MOMA: Mixture-of-Modality-Adaptations for Transferring Knowledge from Image Models Towards Efficient Audio-Visual Action Recognition

Kai Wang, Dimitrios Hatzinakos

Published: 18 Mar 2024, Last Modified: 29 Sept 2024ICASSP 2024EveryoneCC BY 4.0

Abstract: In this work, we investigate how to transfer learned knowledge from pre-trained image models for the audio-visual domain without relying on a full finetuning paradigm. To achieve this objective, we propose a novel parameter-efficient scheme called Mixture-of-Modality-Adaptations (MoMA) for audio-visual action recognition, which consists of the dual-path spatial-temporal adaptation for visual modality, the acoustic-aware adaptation for audio modality, and the audio-visual multimodal adaptation for interacting different modalities.

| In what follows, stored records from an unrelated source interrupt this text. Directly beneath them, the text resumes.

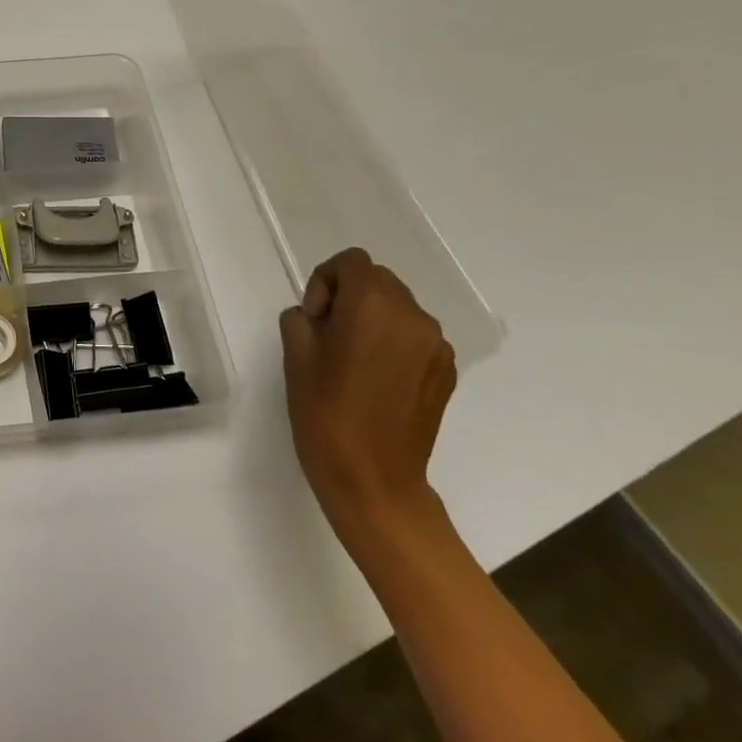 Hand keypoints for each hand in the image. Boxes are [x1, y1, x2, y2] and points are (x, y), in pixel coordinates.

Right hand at [279, 248, 455, 536]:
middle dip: (350, 296)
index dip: (326, 280)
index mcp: (373, 305)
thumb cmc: (325, 412)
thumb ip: (302, 318)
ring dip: (373, 319)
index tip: (316, 318)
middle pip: (379, 281)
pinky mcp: (446, 372)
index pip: (352, 262)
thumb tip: (320, 317)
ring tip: (353, 360)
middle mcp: (413, 316)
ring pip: (398, 308)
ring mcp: (436, 346)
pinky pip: (415, 337)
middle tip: (329, 336)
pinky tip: (376, 379)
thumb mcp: (295, 355)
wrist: (372, 478)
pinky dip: (394, 343)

Through freezing the original parameters of pre-trained image backbones and introducing lightweight parameter-efficient adapters, our proposed MoMA efficiently adapts the image models to learn audio-visual representation without employing any audio-specific encoders and full finetuning. The experimental results on the action recognition benchmarks indicate that our MoMA achieves competitive or even better performance than existing methods while involving significantly fewer tunable parameters.